【R6年診療報酬改定】【生活習慣病管理料(Ⅱ)】予想通りに混乱中
1.外来機能における生活習慣病にかかる疾病管理の見直し
「高血圧症」「糖尿病」「脂質異常症」の三大生活習慣病が、【特定疾患管理料および特定疾患処方管理加算】の対象から外され、新設される【生活習慣病管理料(Ⅱ)】の対象となりました。これは再診回数に占める特定疾患管理料の算定回数割合が高いため、特に内科系のクリニックや病院に大きな影響が出ています。今まで算定が簡易だった特定疾患管理料から外されると、外来診療単価が約2,800円減り、大きな収益ダウンになるため、自己防衛的に少なくとも検査が包括されない生活習慣病管理料(Ⅱ)の算定が必要になります。患者さんにとっては、今までは、高血圧、脂質異常、糖尿病で通院していても、口頭での指導はあっても文書での指導はほとんどされてこなかったことから、ほぼ同じ自己負担で今までより質の高い指導を受けることができるようになるというメリットがあります。さらに、指導の中で適切な検査が定期的に効率的に行われれば、新型コロナ感染症等で遠のいた患者の足も適切なサイクルに戻り、医療機関の経営を安定させる狙いもあるでしょう。結果的に、予防的措置により健康寿命が延びれば、医療費削減にもつながるとの見込みもあるでしょう。

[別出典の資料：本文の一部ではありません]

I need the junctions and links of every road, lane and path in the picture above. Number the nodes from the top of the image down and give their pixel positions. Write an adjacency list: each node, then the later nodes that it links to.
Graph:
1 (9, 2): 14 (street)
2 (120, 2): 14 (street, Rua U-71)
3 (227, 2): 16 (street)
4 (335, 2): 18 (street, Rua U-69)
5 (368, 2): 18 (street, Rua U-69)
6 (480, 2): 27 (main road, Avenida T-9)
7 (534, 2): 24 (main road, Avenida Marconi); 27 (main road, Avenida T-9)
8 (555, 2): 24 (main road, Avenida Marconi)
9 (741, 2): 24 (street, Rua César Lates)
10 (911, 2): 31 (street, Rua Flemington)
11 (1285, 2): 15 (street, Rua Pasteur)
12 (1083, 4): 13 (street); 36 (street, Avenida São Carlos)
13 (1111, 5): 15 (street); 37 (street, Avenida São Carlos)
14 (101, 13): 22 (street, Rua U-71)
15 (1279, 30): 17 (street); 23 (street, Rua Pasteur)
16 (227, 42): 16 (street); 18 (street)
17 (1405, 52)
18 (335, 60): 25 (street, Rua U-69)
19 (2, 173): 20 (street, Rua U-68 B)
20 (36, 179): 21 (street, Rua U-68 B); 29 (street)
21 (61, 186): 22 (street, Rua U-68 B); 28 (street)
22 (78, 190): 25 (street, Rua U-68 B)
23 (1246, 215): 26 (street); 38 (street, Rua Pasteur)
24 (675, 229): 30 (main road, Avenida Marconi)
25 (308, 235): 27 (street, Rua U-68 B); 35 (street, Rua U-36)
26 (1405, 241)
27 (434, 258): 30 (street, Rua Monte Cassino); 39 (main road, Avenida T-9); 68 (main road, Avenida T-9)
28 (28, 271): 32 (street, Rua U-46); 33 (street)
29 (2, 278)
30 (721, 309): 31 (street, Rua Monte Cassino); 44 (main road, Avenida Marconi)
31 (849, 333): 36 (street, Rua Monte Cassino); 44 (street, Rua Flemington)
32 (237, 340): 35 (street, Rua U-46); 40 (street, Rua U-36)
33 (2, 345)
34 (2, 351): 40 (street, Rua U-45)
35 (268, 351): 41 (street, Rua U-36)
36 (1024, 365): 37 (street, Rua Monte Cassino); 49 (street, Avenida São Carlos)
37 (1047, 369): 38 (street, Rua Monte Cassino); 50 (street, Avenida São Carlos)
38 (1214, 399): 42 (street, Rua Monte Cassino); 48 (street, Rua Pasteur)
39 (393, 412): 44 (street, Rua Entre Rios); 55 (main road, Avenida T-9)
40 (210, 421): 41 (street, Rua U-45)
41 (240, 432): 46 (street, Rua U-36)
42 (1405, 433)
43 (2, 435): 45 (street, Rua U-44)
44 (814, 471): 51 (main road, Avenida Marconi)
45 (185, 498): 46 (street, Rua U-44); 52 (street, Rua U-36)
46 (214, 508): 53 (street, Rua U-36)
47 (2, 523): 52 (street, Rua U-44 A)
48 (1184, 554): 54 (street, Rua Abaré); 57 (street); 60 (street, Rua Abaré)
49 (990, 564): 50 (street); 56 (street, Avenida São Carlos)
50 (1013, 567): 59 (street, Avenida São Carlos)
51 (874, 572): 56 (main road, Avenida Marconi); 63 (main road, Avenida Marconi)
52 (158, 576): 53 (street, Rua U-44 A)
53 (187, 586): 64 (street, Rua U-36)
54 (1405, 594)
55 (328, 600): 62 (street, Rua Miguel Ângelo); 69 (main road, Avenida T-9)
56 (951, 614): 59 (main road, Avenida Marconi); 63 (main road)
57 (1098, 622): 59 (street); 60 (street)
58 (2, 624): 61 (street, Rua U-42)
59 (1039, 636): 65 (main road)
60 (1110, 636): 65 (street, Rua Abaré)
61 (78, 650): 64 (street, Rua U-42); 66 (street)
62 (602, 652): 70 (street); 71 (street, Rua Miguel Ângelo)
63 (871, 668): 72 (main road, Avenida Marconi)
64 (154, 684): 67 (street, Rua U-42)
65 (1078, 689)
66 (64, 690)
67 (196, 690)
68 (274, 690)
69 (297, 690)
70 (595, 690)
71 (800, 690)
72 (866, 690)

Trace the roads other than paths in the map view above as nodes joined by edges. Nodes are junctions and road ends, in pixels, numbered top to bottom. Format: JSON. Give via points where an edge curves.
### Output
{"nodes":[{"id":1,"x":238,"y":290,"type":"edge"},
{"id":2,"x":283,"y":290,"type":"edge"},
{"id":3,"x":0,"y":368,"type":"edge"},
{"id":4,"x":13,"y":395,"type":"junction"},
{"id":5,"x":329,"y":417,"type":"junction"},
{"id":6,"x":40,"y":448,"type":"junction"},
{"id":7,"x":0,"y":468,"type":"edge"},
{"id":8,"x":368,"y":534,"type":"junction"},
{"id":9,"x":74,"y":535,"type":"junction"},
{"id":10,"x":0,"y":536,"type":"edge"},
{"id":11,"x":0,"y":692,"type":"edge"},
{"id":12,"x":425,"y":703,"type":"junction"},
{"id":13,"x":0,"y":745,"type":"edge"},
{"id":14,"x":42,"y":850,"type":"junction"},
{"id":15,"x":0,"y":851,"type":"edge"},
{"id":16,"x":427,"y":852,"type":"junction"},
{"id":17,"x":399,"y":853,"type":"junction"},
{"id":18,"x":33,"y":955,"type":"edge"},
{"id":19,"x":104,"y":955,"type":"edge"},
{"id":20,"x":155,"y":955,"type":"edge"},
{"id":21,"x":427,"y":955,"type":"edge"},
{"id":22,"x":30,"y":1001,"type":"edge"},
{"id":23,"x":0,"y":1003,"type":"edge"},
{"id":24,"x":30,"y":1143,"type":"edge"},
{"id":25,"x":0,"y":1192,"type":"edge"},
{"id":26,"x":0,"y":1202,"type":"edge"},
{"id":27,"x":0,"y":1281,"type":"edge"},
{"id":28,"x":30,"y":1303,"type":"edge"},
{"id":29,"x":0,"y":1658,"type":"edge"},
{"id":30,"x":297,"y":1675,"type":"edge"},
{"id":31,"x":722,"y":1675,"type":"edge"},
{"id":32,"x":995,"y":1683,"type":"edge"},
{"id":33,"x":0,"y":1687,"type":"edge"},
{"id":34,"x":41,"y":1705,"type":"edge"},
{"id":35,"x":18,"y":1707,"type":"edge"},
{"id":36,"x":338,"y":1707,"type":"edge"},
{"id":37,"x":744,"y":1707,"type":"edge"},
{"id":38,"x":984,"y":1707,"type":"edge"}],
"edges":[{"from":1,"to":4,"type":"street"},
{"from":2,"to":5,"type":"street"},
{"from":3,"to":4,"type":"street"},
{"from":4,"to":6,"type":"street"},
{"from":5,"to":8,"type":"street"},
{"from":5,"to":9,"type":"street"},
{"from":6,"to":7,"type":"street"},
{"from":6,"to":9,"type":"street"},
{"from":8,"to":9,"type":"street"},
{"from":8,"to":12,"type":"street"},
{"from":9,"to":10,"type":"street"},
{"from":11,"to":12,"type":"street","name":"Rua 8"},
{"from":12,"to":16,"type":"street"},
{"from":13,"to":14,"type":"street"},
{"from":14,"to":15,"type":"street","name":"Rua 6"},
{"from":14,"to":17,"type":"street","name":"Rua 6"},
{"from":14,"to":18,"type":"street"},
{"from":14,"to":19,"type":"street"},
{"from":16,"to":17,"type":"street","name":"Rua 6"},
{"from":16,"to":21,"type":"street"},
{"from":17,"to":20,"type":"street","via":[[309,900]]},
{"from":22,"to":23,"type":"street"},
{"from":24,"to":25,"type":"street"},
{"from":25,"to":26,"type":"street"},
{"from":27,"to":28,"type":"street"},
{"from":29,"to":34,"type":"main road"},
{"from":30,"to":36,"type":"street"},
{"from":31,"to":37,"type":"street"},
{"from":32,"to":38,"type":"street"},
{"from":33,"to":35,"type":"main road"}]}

けれど、残念ながら、現場は厚労省の思惑通りには動いていません。
2.地域医療に悪しき影響が出る?
R6年診療報酬改定に係る議論と調整段階において、「高血圧症」「糖尿病」「脂質異常症」の三大生活習慣病を【特定疾患管理料および特定疾患処方管理加算】の対象から外すことについては、大きな抵抗が医療機関側にありました。「外す理由が「【特定疾患管理料】と【生活習慣病管理料】との疾患が重複しているから」で、「代替案が総合的管理なので非常に手間で大変な【生活習慣病管理料(Ⅰ)】か、新設された簡易版だが診療単価が約半分の【生活習慣病管理料(Ⅱ)】である」と考えている為です。

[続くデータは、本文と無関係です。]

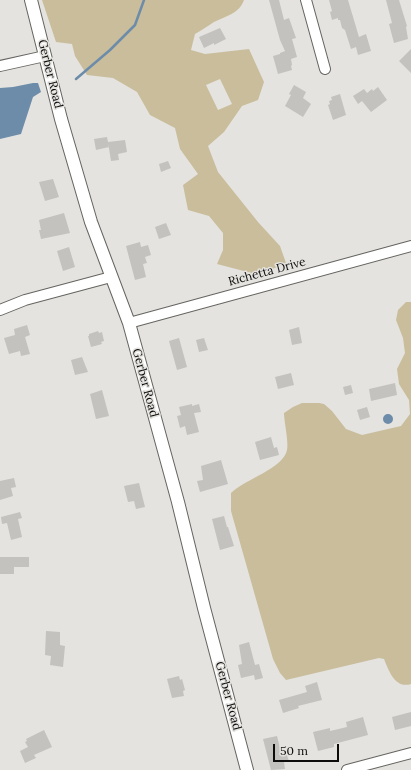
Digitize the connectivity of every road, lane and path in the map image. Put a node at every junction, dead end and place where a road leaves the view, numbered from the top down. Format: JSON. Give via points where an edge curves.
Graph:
{"nodes":[{"id":1,"x":31,"y":0,"type":"edge"},
{"id":2,"x":306,"y":0,"type":"edge"},
{"id":3,"x":45,"y":56,"type":"junction"},
{"id":4,"x":0,"y":66,"type":"edge"},
{"id":5,"x":325,"y":69,"type":"dead end"},
{"id":6,"x":411,"y":246,"type":"edge"},
{"id":7,"x":111,"y":277,"type":"junction"},
{"id":8,"x":0,"y":310,"type":"edge"},
{"id":9,"x":129,"y":324,"type":"junction"},
{"id":10,"x":411,"y":753,"type":"edge"},
{"id":11,"x":248,"y":770,"type":"edge"},
{"id":12,"x":347,"y":770,"type":"edge"}],
"edges":[{"from":1,"to":3,"type":"street","name":"Gerber Road"},
{"from":2,"to":5,"type":"street"},
{"from":3,"to":4,"type":"street"},
{"from":3,"to":7,"type":"street","name":"Gerber Road","via":[[91,222]]},
{"from":6,"to":9,"type":"street","name":"Richetta Drive"},
{"from":7,"to":8,"type":"street","via":[[25,300]]},
{"from":7,"to":9,"type":"street","name":"Gerber Road"},
{"from":9,"to":11,"type":"street","name":"Gerber Road"},
{"from":10,"to":12,"type":"street"}]}
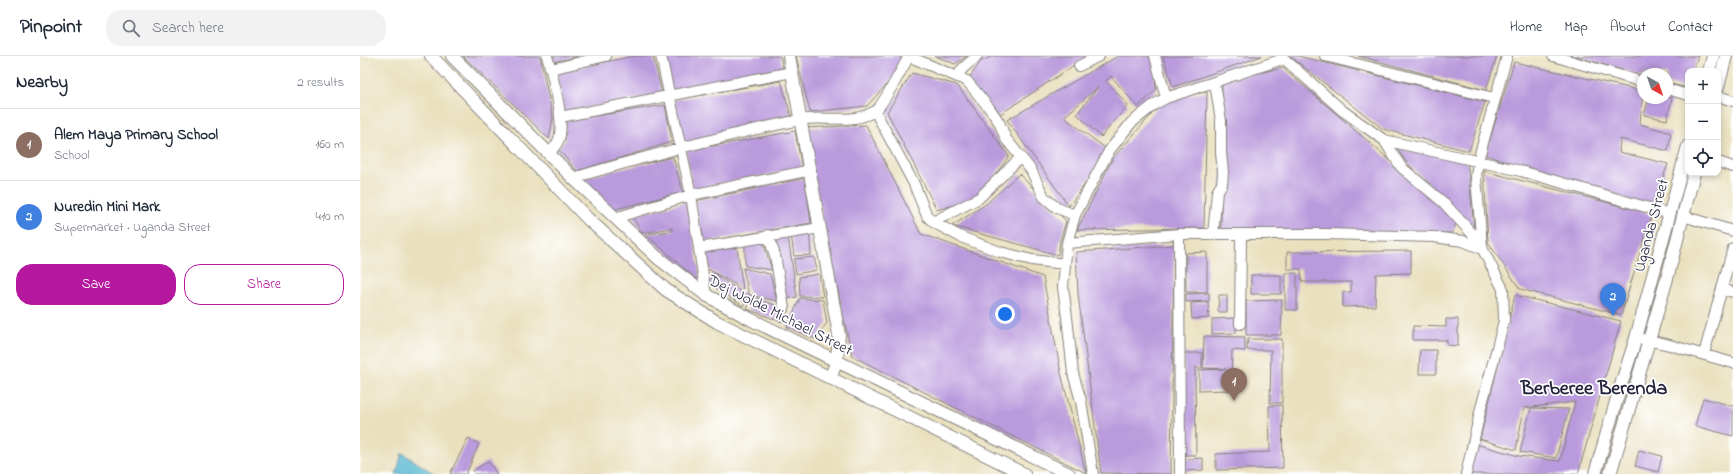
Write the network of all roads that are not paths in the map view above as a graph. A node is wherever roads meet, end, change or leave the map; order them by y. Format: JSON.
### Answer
{"nodes":[{"id":1,"x":431,"y":56,"type":"edge"},
{"id":2,"x":452,"y":56,"type":"edge"},
{"id":3,"x":547,"y":56,"type":"edge"},
{"id":4,"x":606,"y":56,"type":"edge"},
{"id":5,"x":661,"y":56,"type":"edge"},
{"id":6,"x":789,"y":56,"type":"edge"},
{"id":7,"x":977,"y":56,"type":"edge"},
{"id":8,"x":1099,"y":56,"type":"edge"},
{"id":9,"x":1155,"y":56,"type":"edge"},
{"id":10,"x":1325,"y":56,"type":"edge"},
{"id":11,"x":1507,"y":56,"type":"edge"},
{"id":12,"x":1553,"y":56,"type":"edge"},
{"id":13,"x":1713,"y":56,"type":"edge"},
{"id":14,"x":1726,"y":56,"type":"edge"},
{"id":15,"x":908,"y":57,"type":"edge"},
{"id":16,"x":1282,"y":57,"type":"edge"},
{"id":17,"x":1079,"y":66,"type":"dead end"},
{"id":18,"x":1710,"y":68,"type":"edge"},
{"id":19,"x":551,"y":69,"type":"junction"},
{"id":20,"x":792,"y":72,"type":"junction"},
{"id":21,"x":1721,"y":75,"type":"edge"},
{"id":22,"x":958,"y":76,"type":"junction"},
{"id":23,"x":1637,"y":80,"type":"edge"},
{"id":24,"x":1215,"y":83,"type":"junction"},
{"id":25,"x":1673,"y":91,"type":"edge"},
{"id":26,"x":1685,"y":94,"type":"edge"},
{"id":27,"x":669,"y":96,"type":"junction"},
{"id":28,"x":1721,"y":97,"type":"edge"},
{"id":29,"x":1166,"y":98,"type":"junction"},
{"id":30,"x":1494,"y":98,"type":"junction"},
{"id":31,"x":1733,"y":101,"type":"edge"},
{"id":32,"x":875,"y":111,"type":"junction"},
{"id":33,"x":560,"y":117,"type":"junction"},
{"id":34,"x":802,"y":119,"type":"junction"},
{"id":35,"x":1384,"y":140,"type":"junction"},
{"id":36,"x":680,"y":146,"type":"junction"},
{"id":37,"x":548,"y":153,"type":"junction"},
{"id":38,"x":1685,"y":157,"type":"edge"},
{"id":39,"x":1020,"y":158,"type":"junction"},
{"id":40,"x":1478,"y":161,"type":"junction"},
{"id":41,"x":1721,"y":163,"type":"edge"},
{"id":42,"x":1733,"y":166,"type":"edge"},
{"id":43,"x":810,"y":170,"type":"junction"},
{"id":44,"x":1693,"y":176,"type":"edge"},
{"id":45,"x":573,"y":178,"type":"junction"},
{"id":46,"x":691,"y":195,"type":"junction"},
{"id":47,"x":1670,"y":214,"type":"junction"},
{"id":48,"x":1075,"y":215,"type":"junction"},
{"id":49,"x":1682,"y":216,"type":"junction"},
{"id":50,"x":615,"y":218,"type":"junction"},
{"id":51,"x":933,"y":222,"type":"junction"},
{"id":52,"x":820,"y":228,"type":"junction"},
{"id":53,"x":1733,"y":231,"type":"edge"},
{"id":54,"x":1179,"y":234,"type":"junction"},
{"id":55,"x":1213,"y":234,"type":"junction"},
{"id":56,"x":768,"y":235,"type":"junction"},
{"id":57,"x":1241,"y":236,"type":"junction"},
{"id":58,"x":1067,"y":243,"type":"junction"},
{"id":59,"x":699,"y":248,"type":"junction"},
{"id":60,"x":1483,"y":248,"type":"junction"},
{"id":61,"x":1733,"y":248,"type":"edge"},
{"id":62,"x":1065,"y":264,"type":"junction"},
{"id":63,"x":1722,"y":289,"type":"junction"},
{"id":64,"x":1733,"y":292,"type":"edge"},
{"id":65,"x":706,"y":295,"type":"junction"},
{"id":66,"x":784,"y":308,"type":"dead end"},
{"id":67,"x":1240,"y":324,"type":"dead end"},
{"id":68,"x":1636,"y":338,"type":"junction"},
{"id":69,"x":1648,"y":342,"type":"junction"},
{"id":70,"x":1704,"y":354,"type":"junction"},
{"id":71,"x":837,"y":361,"type":"junction"},
{"id":72,"x":1733,"y":363,"type":"edge"},
{"id":73,"x":830,"y":378,"type":"junction"},
{"id":74,"x":1048,"y":470,"type":"edge"},
{"id":75,"x":1024,"y":474,"type":"edge"},
{"id":76,"x":1069,"y":474,"type":"edge"},
{"id":77,"x":1093,"y":474,"type":"edge"},
{"id":78,"x":1180,"y":474,"type":"edge"},
{"id":79,"x":1466,"y":474,"type":"edge"},
{"id":80,"x":1595,"y":474,"type":"edge"},
{"id":81,"x":1610,"y":474,"type":"edge"}],
"edges":[{"from":1,"to":73,"type":"main road"},
{"from":2,"to":37,"type":"main road","name":"Dej Wolde Michael Street"},
{"from":3,"to":19,"type":"street"},
{"from":4,"to":19,"type":"street"},
{"from":5,"to":27,"type":"street"},
{"from":6,"to":20,"type":"main road"},
{"from":7,"to":22,"type":"street"},
{"from":8,"to":17,"type":"street"},
{"from":9,"to":29,"type":"street"},
{"from":10,"to":30,"type":"street"},
{"from":11,"to":30,"type":"street"},
{"from":12,"to":23,"type":"street"},
{"from":13,"to":18,"type":"main road"},
{"from":14,"to":21,"type":"main road"},
{"from":15,"to":22,"type":"street"},
{"from":15,"to":32,"type":"street"},
{"from":16,"to":24,"type":"street"},
{"from":16,"to":35,"type":"street"},
{"from":19,"to":33,"type":"street"},
{"from":20,"to":27,"type":"street"},
{"from":20,"to":34,"type":"main road"},
{"from":22,"to":39,"type":"street"},
{"from":24,"to":29,"type":"street"},
{"from":24,"to":55,"type":"street"},
{"from":25,"to":26,"type":"street"},
{"from":27,"to":33,"type":"street"},
{"from":27,"to":36,"type":"street"},
{"from":28,"to":31,"type":"street"},
{"from":29,"to":48,"type":"street"},
{"from":30,"to":40,"type":"street"},
{"from":32,"to":34,"type":"street"},
{"from":32,"to":51,"type":"street"},
{"from":33,"to":37,"type":"street"},
{"from":34,"to":36,"type":"street"},
{"from":34,"to":43,"type":"main road"},
{"from":35,"to":40,"type":"street"},
{"from":35,"to":60,"type":"street"},
{"from":36,"to":45,"type":"street"},
{"from":36,"to":46,"type":"street"},
{"from":37,"to":45,"type":"main road","name":"Dej Wolde Michael Street"},
{"from":38,"to":47,"type":"main road","name":"Uganda Street"},
{"from":39,"to":48,"type":"street"},
{"from":39,"to":51,"type":"street"},
{"from":40,"to":47,"type":"street"},
{"from":40,"to":60,"type":"street"},
{"from":41,"to":42,"type":"street"},
{"from":43,"to":46,"type":"street"},
{"from":43,"to":52,"type":"main road"},
{"from":44,"to":49,"type":"main road","name":"Uganda Street"},
{"from":45,"to":50,"type":"main road","name":"Dej Wolde Michael Street"},
{"from":46,"to":50,"type":"street"},
{"from":46,"to":59,"type":"street"},
{"from":47,"to":68,"type":"main road","name":"Uganda Street"},
{"from":48,"to":58,"type":"street"},
{"from":49,"to":53,"type":"street"},
{"from":49,"to":69,"type":"main road","name":"Uganda Street"},
{"from":50,"to":65,"type":"main road","name":"Dej Wolde Michael Street"},
{"from":51,"to":62,"type":"street"},
{"from":52,"to":56,"type":"street"},
{"from":52,"to":71,"type":"main road"},
{"from":54,"to":55,"type":"street"},
{"from":54,"to":58,"type":"street"},
{"from":54,"to":78,"type":"street"},
{"from":55,"to":57,"type":"street"},
{"from":56,"to":59,"type":"street"},
{"from":56,"to":66,"type":"street"},
{"from":57,"to":60,"type":"street"},
{"from":57,"to":67,"type":"street"},
{"from":58,"to":62,"type":"street"},
{"from":59,"to":65,"type":"street"},
{"from":60,"to":79,"type":"street"},
{"from":61,"to":63,"type":"street"},
{"from":62,"to":77,"type":"street"},
{"from":63,"to":64,"type":"street"},
{"from":63,"to":70,"type":"street"},
{"from":65,"to":71,"type":"main road","name":"Dej Wolde Michael Street"},
{"from":68,"to":69,"type":"street"},
{"from":68,"to":80,"type":"main road","name":"Uganda Street"},
{"from":69,"to":70,"type":"street"},
{"from":69,"to":81,"type":"main road","name":"Uganda Street"},
{"from":70,"to":72,"type":"street"},
{"from":71,"to":73,"type":"main road"},
{"from":71,"to":74,"type":"main road","name":"Dej Wolde Michael Street"},
{"from":73,"to":75,"type":"main road"},
{"from":74,"to":76,"type":"main road","name":"Dej Wolde Michael Street"}]}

つまり、「楽して稼げていたのに、簡易版でも面倒な手間のかかるものにしたら、うまくいかない。うまくいかないと算定が減るので、結果的に地域医療に悪い影響を与える。すべて医療費削減の為に無理を通した厚労省が悪い」という理屈です。現に、6月からの算定開始ですが、各医療機関ではいろいろと課題が出ているようです。
3.なかなか軌道に乗らない理由
①文書での指導はなかなか手間がかかる
電子カルテであろうが手書きであろうが、やはり療養計画書の作成はとても面倒です。医師の負荷を減らす工夫を準備すべきでした。
②療養計画書のひな型の出来が悪い
【生活習慣病管理料(Ⅱ)】用の療養計画書ひな形が提示されていますが、残念ながら、あまりよく練られていません。【生活習慣病管理料(Ⅰ)】用の療養計画書から、項目を絞って、患者さんにわかりやすくしたつもりなのでしょうが、例によって指導に至る前提や診察室の中での医師と患者さんのやり取りおよび今後の診療計画等を想定していないので、枠だけ作っときました的な雑な仕事、やっつけ仕事です。
③多職種連携がうまく理解されていない
生活習慣病管理の質の高い指導において、医師の診察と検査に加え、多職種の連携により指導に厚み(血液検査・栄養指導加算・リハビリテーション等)を出すことが望まれています。
計画段階で医師と多職種か協業し時間をかける生活習慣病管理料(Ⅰ)と違って、(Ⅱ)はまず医師が達成目標と行動目標を患者さんと握ることからのスタートです。
しかし、指導に手間がかかり、療養計画書が書きにくいため、医師から多職種に丸投げしてしまう状況が早くも始まっているように思います。
医師による指導という軸がしかりしていてこそ、多職種の厚みが成立します。
最初から看護師が事前準備と問診をして、医師はサインだけして、また看護師が患者のサインをもらうような手順では厚みがでませんし、継続性も担保できません。無理やり医師は話すだけのレベルに下げることは避けるべきです。
④質の高い指導の意図が浸透していない
医師のやり方に属人的に依存するのは医療の性質上致し方のないことです。しかし、患者さんの状態にあった指導を継続的に行うことが、最も重要です。当該の生活慣習病にかかる疾病管理の見直しは、これを実現するよい機会でもあります。質の高い指導の実現という意図をしっかり医師及び医療従事者が理解することが肝要です。
引き続き、計画書のひな型を検証する記事で、上記の視点を証明していきます。